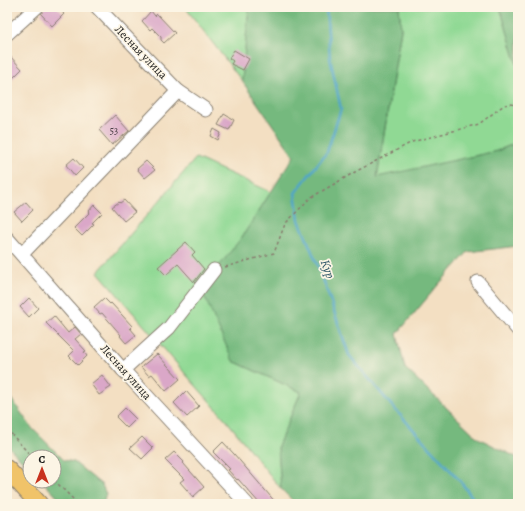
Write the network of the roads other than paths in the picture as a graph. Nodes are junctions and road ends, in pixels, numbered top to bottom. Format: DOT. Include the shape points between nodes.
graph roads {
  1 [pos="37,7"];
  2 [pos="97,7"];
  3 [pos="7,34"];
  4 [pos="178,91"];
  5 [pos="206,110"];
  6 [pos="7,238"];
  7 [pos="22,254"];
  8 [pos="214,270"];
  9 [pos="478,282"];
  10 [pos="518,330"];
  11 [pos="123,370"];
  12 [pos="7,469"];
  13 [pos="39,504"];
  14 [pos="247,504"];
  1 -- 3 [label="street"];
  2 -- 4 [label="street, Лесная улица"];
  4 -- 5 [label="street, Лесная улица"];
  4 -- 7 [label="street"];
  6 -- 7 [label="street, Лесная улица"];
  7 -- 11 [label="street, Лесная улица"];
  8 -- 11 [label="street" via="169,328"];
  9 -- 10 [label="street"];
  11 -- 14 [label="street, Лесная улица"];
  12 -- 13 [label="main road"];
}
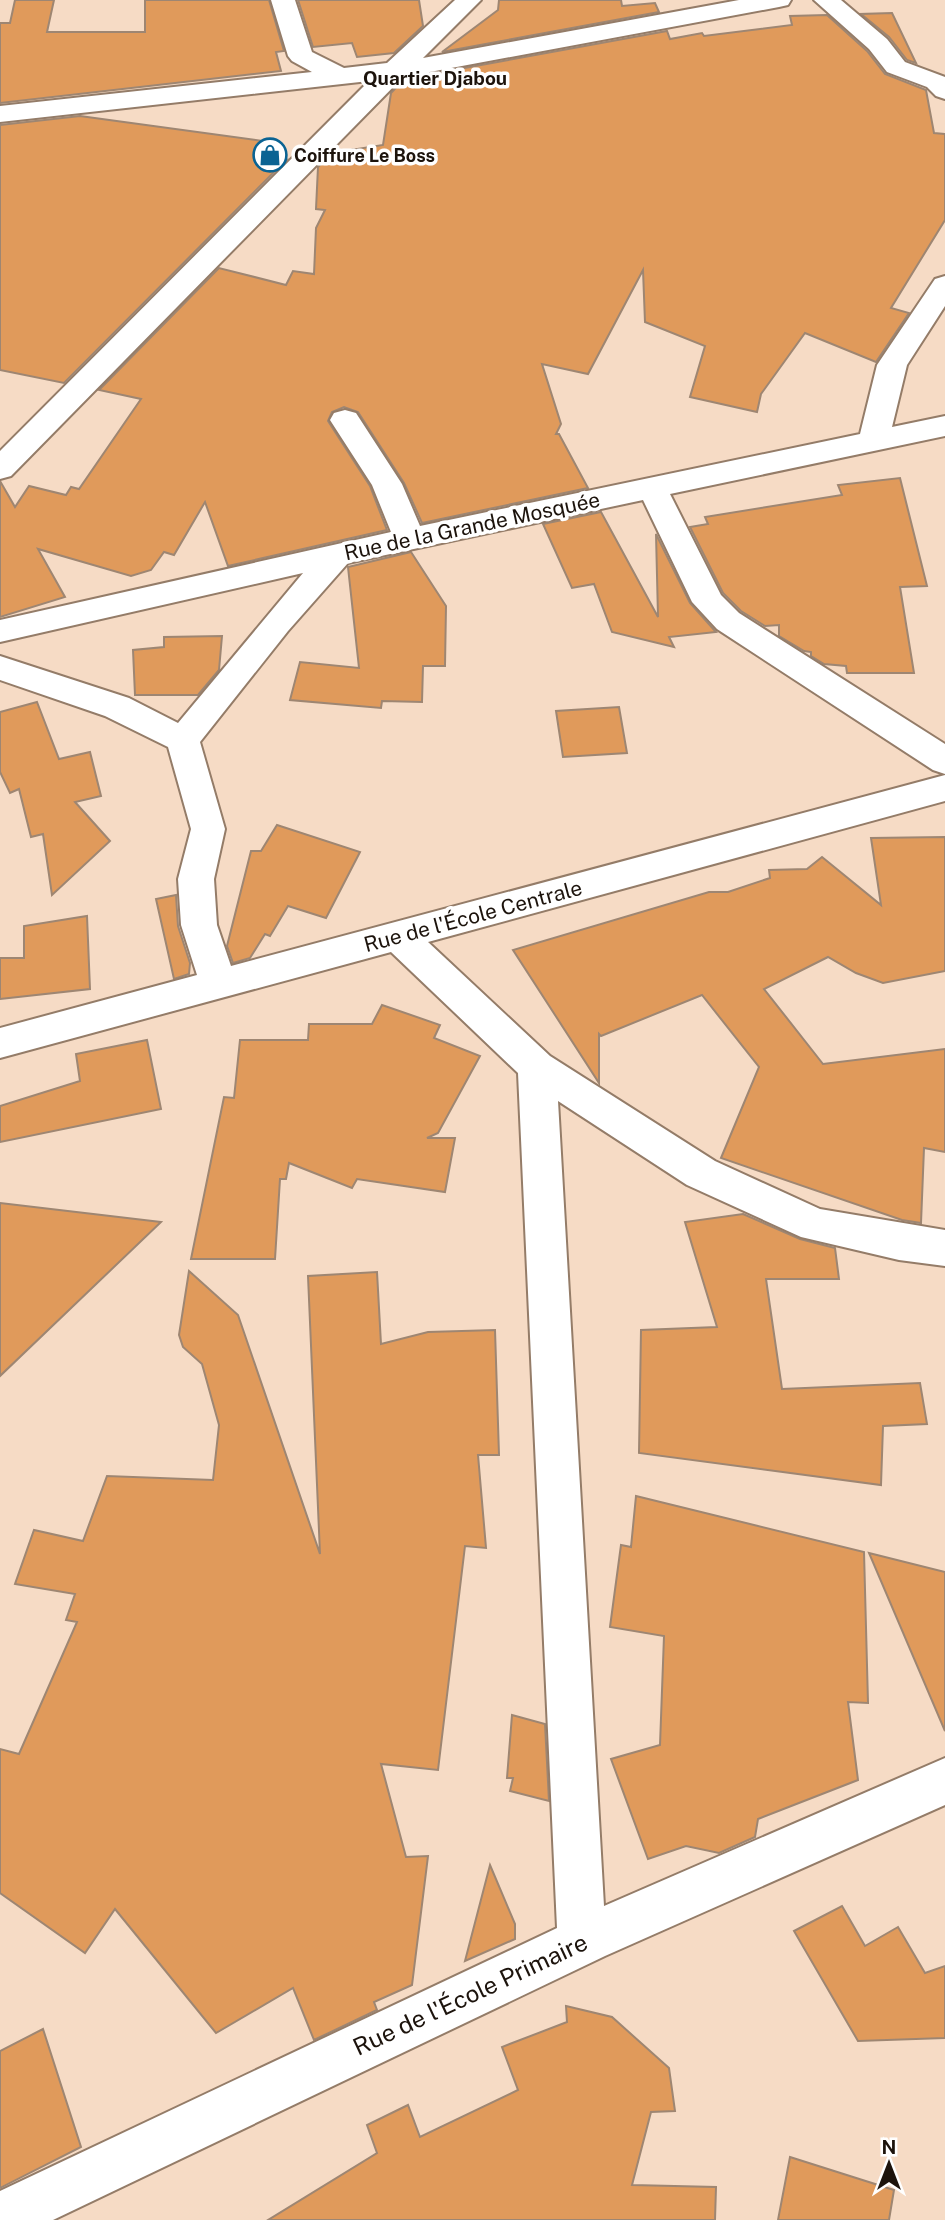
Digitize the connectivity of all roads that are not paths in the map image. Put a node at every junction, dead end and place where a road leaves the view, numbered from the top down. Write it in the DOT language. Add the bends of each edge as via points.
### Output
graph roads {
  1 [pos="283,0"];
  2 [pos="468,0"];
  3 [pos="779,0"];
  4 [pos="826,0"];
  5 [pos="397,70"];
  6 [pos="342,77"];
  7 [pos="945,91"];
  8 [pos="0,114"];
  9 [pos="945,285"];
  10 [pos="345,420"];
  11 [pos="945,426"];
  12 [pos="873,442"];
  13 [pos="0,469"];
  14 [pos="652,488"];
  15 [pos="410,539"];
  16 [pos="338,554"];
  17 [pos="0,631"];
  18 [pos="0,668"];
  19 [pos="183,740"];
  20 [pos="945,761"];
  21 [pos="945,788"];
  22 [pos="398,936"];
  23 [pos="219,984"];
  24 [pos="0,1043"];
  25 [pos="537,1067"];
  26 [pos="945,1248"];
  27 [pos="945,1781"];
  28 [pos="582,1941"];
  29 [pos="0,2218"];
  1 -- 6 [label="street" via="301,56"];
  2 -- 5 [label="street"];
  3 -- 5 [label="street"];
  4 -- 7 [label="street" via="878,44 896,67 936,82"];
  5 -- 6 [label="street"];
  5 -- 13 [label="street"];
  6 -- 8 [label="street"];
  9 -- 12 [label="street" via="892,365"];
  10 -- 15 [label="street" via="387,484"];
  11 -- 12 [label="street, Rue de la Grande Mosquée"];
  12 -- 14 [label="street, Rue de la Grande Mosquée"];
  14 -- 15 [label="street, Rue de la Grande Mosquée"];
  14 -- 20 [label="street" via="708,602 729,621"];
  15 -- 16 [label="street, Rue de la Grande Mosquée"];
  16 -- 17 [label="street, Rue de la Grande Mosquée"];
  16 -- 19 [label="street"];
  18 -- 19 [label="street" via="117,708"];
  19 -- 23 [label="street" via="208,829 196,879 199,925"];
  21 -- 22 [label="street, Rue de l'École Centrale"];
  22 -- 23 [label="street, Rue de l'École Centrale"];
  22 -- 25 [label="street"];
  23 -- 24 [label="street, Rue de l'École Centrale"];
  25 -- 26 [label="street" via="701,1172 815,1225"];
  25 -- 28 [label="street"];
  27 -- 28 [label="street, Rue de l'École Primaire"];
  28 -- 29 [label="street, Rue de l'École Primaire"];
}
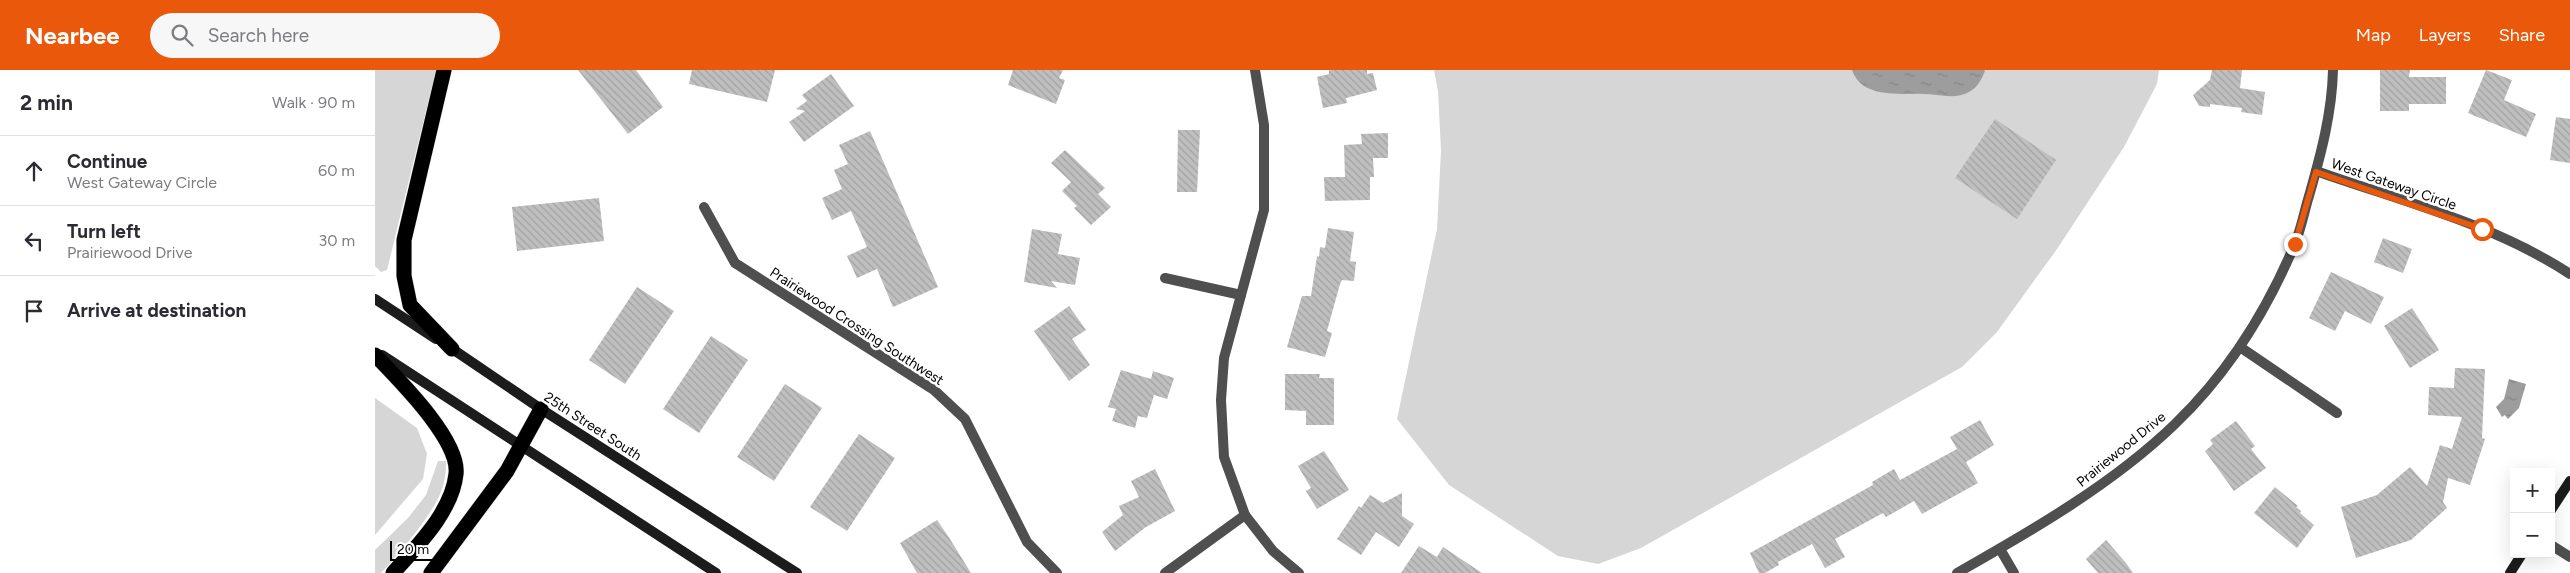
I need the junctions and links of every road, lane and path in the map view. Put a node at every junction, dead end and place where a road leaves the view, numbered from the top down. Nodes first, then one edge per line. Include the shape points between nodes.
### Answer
☆ ☆ ☆ ☆ ☆ ☆ ☆
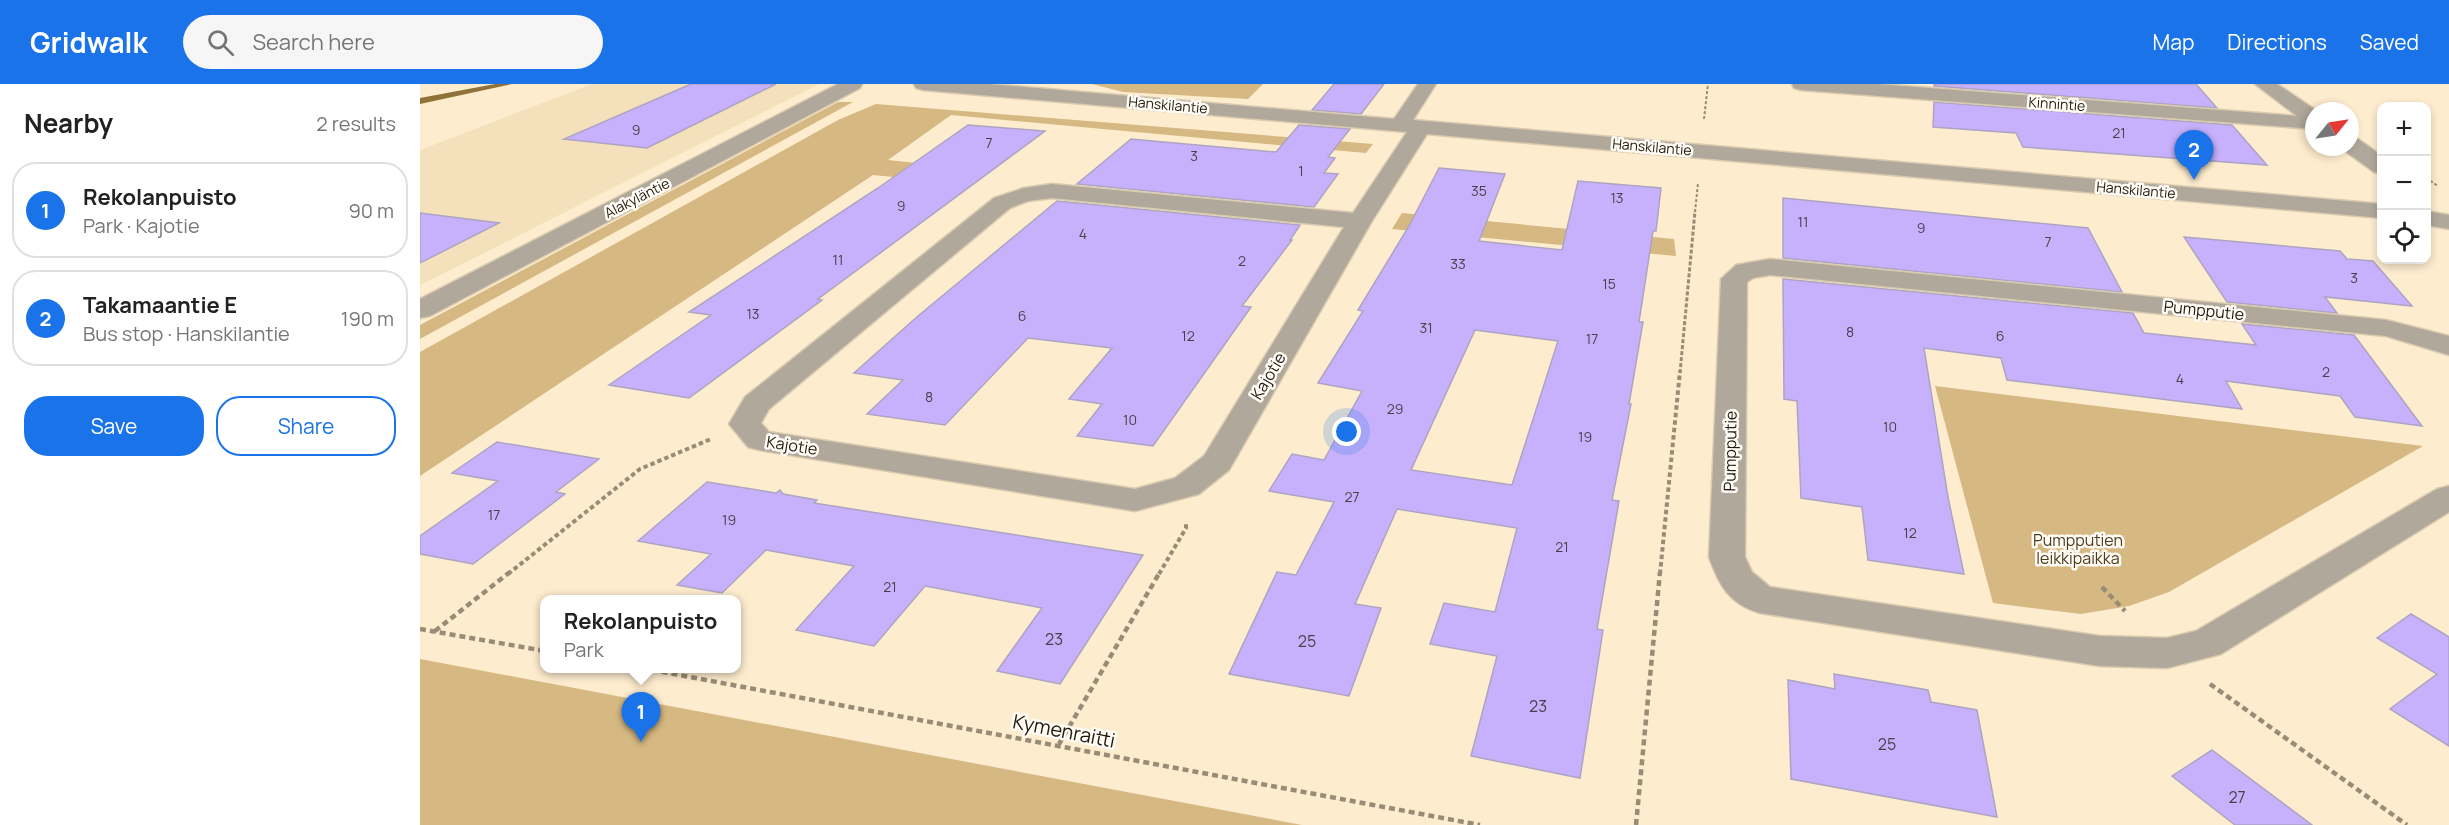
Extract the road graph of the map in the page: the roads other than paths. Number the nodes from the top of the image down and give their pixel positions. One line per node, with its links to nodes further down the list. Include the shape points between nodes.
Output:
☆ ☆ ☆ ☆ ☆ ☆ ☆
Using the material, show each line where the string "place" can be found.

• [Task output]:
Digitize the connectivity of all roads that are not paths in the map image. Put a node at every junction, dead end and place where a road leaves the view, numbered from the top down. Write it in the DOT language. Add the bends of each edge as via points.
I need the junctions and links of every road, lane and path in the map view. Put a node at every junction, dead end and place where a road leaves the view, numbered from the top down. Nodes first, then one edge per line. Include the shape points between nodes.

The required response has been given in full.